Series of Articles on Copyright Protection (3) ─ Overview of Neighboring Rights (Mainland China)

April 2024

Di Wu and Teresa Huang

Neighboring rights, also known as related rights, refer to the exclusive rights enjoyed by the disseminators of a work and the creators of labor results outside the work over their labor results. With the advancement of technology, communication methods have become increasingly diverse, and protecting the disseminators of works and creators of non-works is of increasing significance.  We will elaborate on three aspects: the reasons for the emergence of neighboring rights, the classification of neighboring rights, and the relationship between neighboring rights and copyright.

I. The reasons for the emergence of neighboring rights

The main reason for the emergence of neighboring rights is that some intangible labor achievements, although having their own value, are not protected by the Copyright Law due to their low originality.  But it is necessary to effectively protect the results of the labor put into this part of the work.  Therefore, neighboring rights have emerged.

For example, the rights of performers, a performing artist’s performance of a work may have high artistic value.  However, performance activities, recording activities, and broadcasting activities are all secondary displays of existing works.  What performers do is only to display the content of the performed work to the maximum extent possible.  From the perspective of the audience, they must be faithful to the content of the work, and their originality is limited, making it difficult to achieve the level of “originality” of the work in the Copyright Law.  Therefore, a performer’s performance cannot become a work with “originality” protected by the Copyright Law.  However, although the performer’s performance does not produce new works, the performance activities objectively promote the dissemination of the works, and the resulting labor results face the risk of being easily copied and disseminated without permission, which urgently requires legal protection.

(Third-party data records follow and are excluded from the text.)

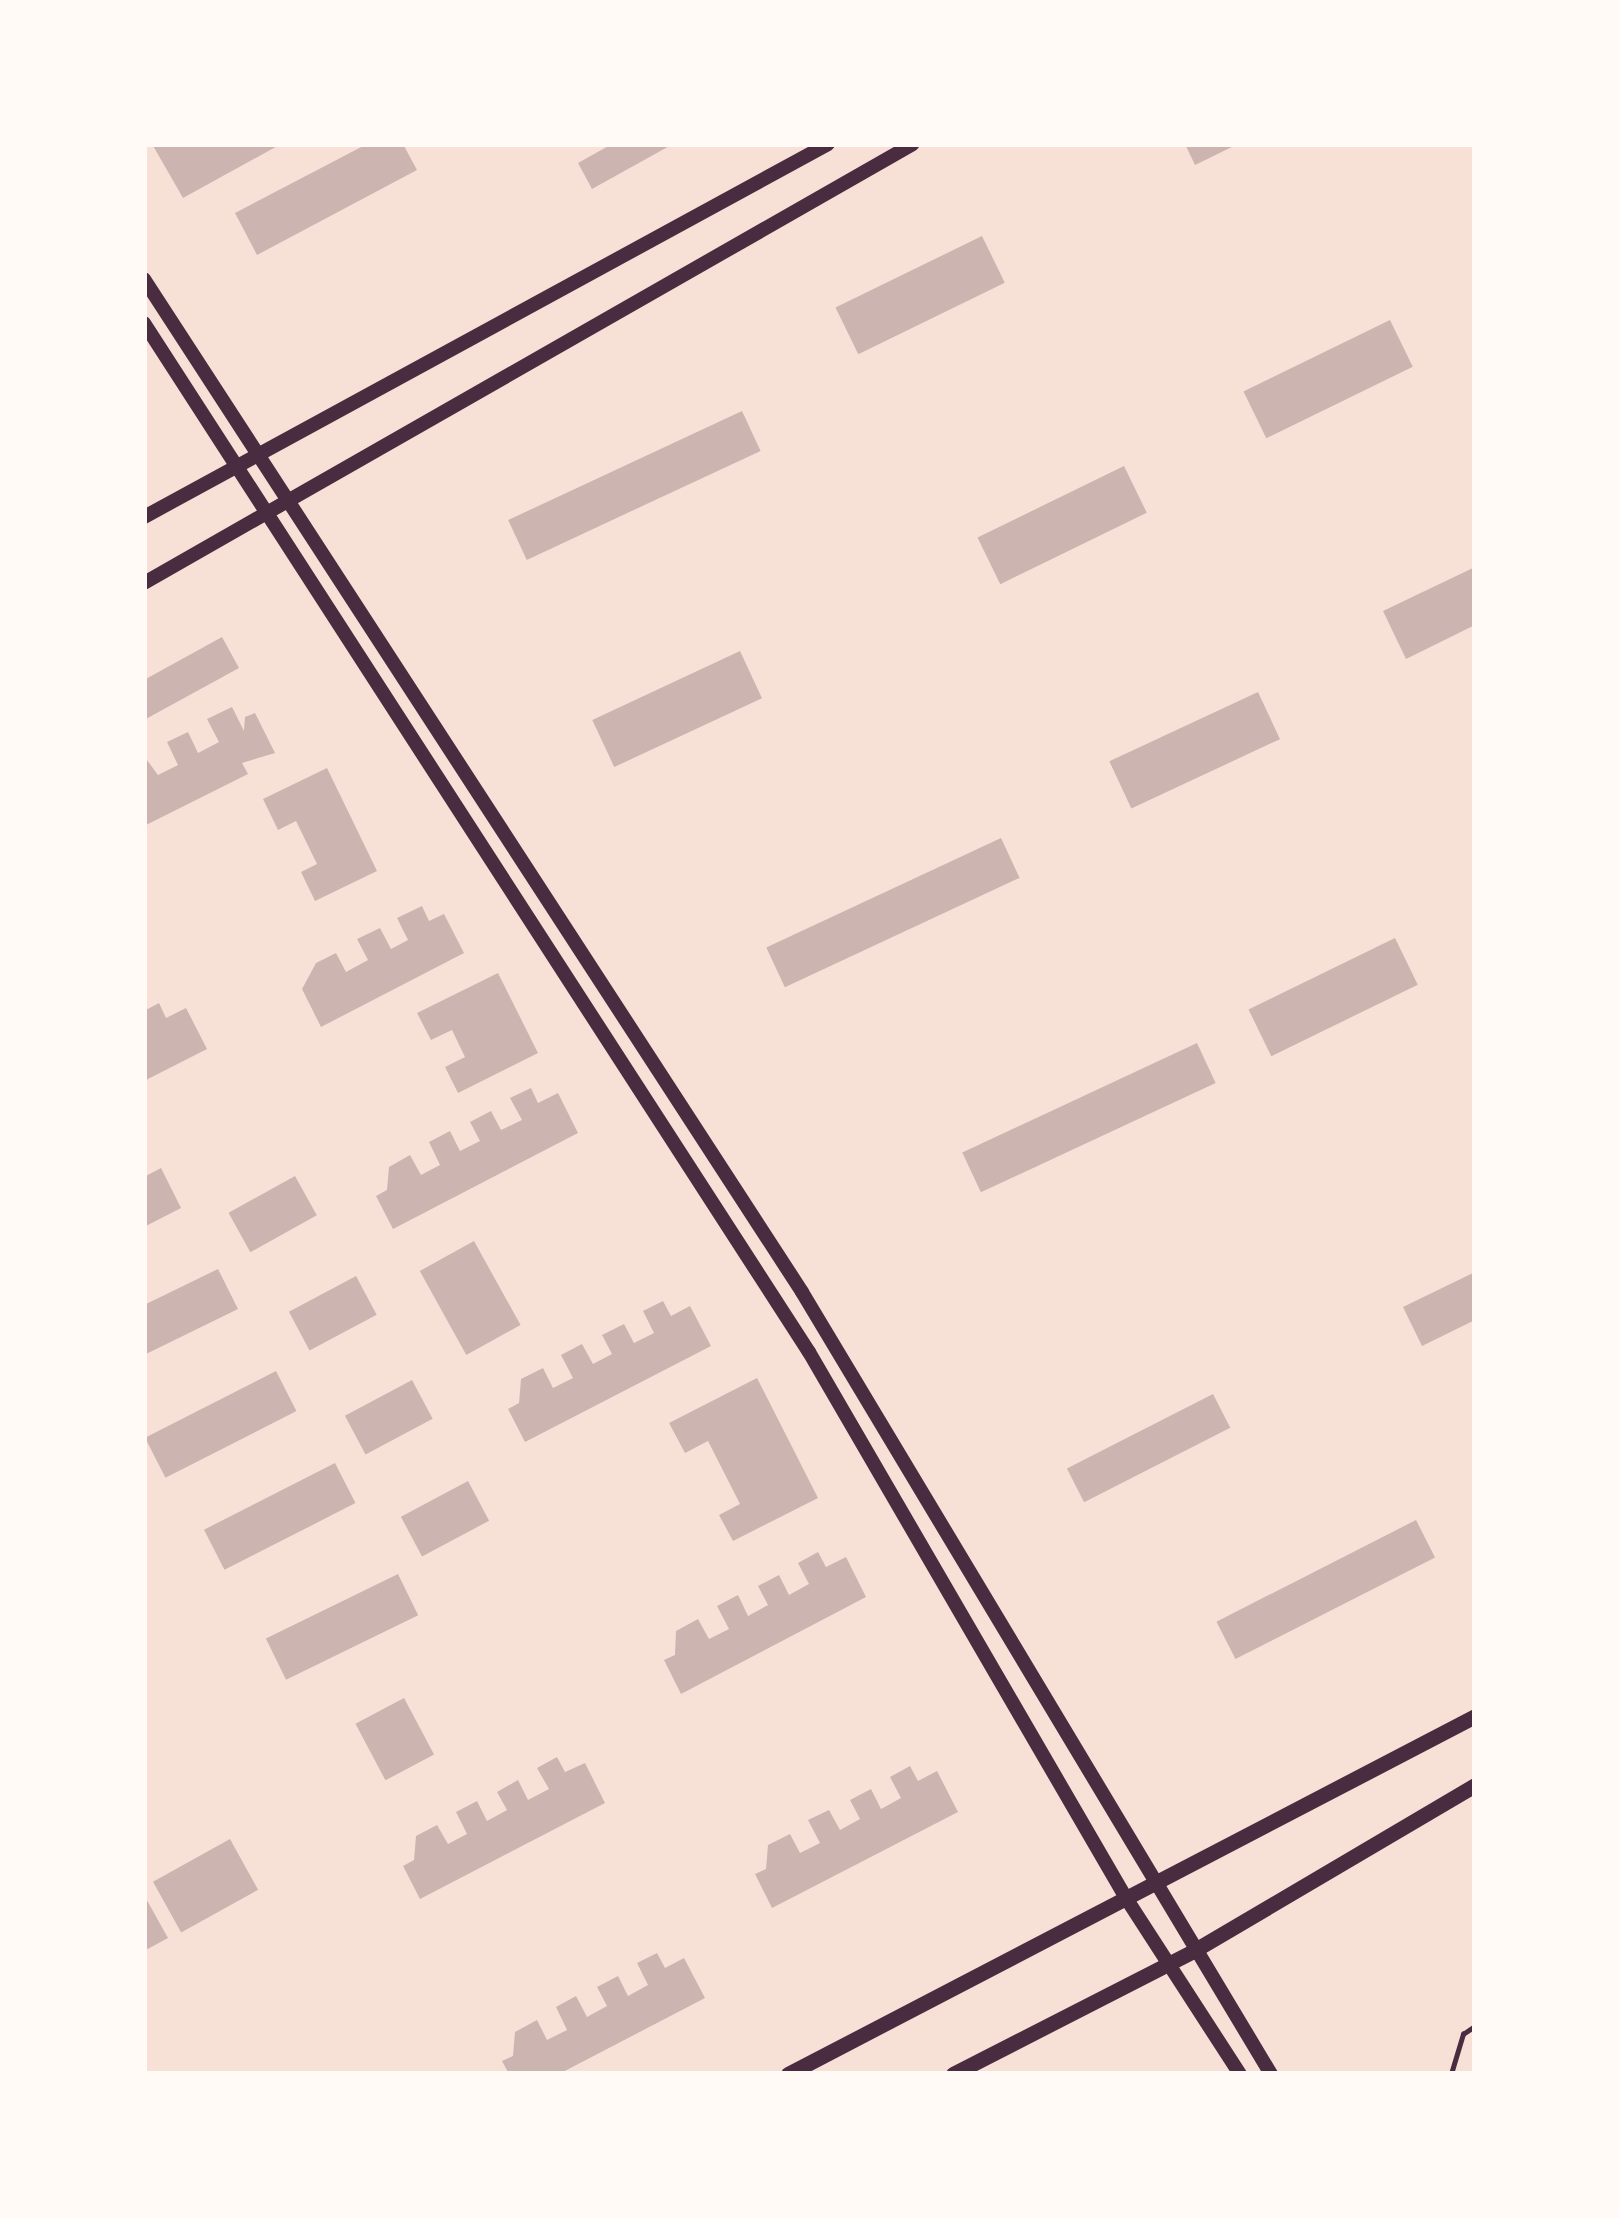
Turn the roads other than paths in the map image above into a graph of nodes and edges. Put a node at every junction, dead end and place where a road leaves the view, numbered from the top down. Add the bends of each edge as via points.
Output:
1 (828, 144) edge
2 (913, 144) edge
3 (144, 279) edge
4 (144, 323) edge
5 (256, 456) junction
6 (235, 467) junction
7 (286, 504) junction
8 (266, 515) junction
9 (144, 517) edge
10 (144, 583) edge
11 (1475, 1716) edge
12 (1475, 1785) edge
13 (1152, 1884) junction
14 (1126, 1898) junction
15 (1195, 1951) junction
16 (1169, 1963) junction
17 (1475, 2026) edge
18 (788, 2074) edge
19 (952, 2074) edge
20 (1240, 2074) edge
21 (1271, 2074) edge
22 (1450, 2074) edge

1 - 5 street
2 - 7 street
3 - 5 street
4 - 6 street
5 - 6 street
5 - 7 street
6 - 8 street
6 - 9 street
7 - 8 street
7 - 13 street via 802,1292
8 - 10 street
8 - 14 street via 809,1352
11 - 13 main road
12 - 15 main road
13 - 14 main road
13 - 15 street
14 - 16 street
14 - 18 main road
15 - 16 main road
15 - 21 street
16 - 19 main road
16 - 20 street
17 - 22 lane via 1463,2034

Therefore, a new type of right is established in the Copyright Law, specifically designed to protect labor achievements that are not highly “original” but have a certain connection with the work, in addition to traditional copyright.  This new type of right is called neighboring right.

II. Classification of neighboring rights

Based on domestic legal affairs, neighboring rights can be divided into the following categories: performers’ rights, broadcasting organization rights, audio and video producer rights, layout design rights, etc.

A. Performers rights

Performer’s right is a very important neighboring right, generally referring to the exclusive rights enjoyed by performers in their performance activities.  According to Article 39 of the Copyright Law, performers have the rights to indicate their identity as performers, protect their performance image from distortion, permit others to broadcast and publicly transmit their live performances and receive remuneration, permit others to make audio and video recordings and receive remuneration, permit others to copy and distribute audio and video recordings of their performances and receive remuneration, and permit others to disseminate their performances to the public through information networks and receive remuneration.

The subject of performer’s rights is the performer, that is, only the person who performs the work can be called a performer in the meaning of the Copyright Law and enjoy performer’s rights. Firstly, the person performing the work is the performer, regardless of whether the work has exceeded the protection period of the Copyright Law or has been protected by the Copyright Law. For example, the Four Great Classical Novels have already passed the protection period of the Copyright Law and have not been protected by the Copyright Law in history, but this does not affect the corresponding actor being a performer.  Secondly, if the work being “performed” is not a work within the meaning of the Copyright Law, the person engaged in “performance” activities is not a performer, and therefore cannot enjoy the right to perform.  For example, athletes on the sports field, although performing professional skills, their purpose is to pursue victory. Therefore, the content of their performances is not a work within the meaning of the Copyright Law, and athletes do not enjoy the right to perform.

The object of the performer’s right is the performance activity, which refers to the performer’s external expression of the work through their own voice, actions, and external tools.  If a performer performs a work multiple times, regardless of whether the content of each performance is the same, the performer has the right to perform for each performance.  For example, dance artist Yang Liping has performed the peacock dance on multiple occasions, and she has the right to be a performer for each performance.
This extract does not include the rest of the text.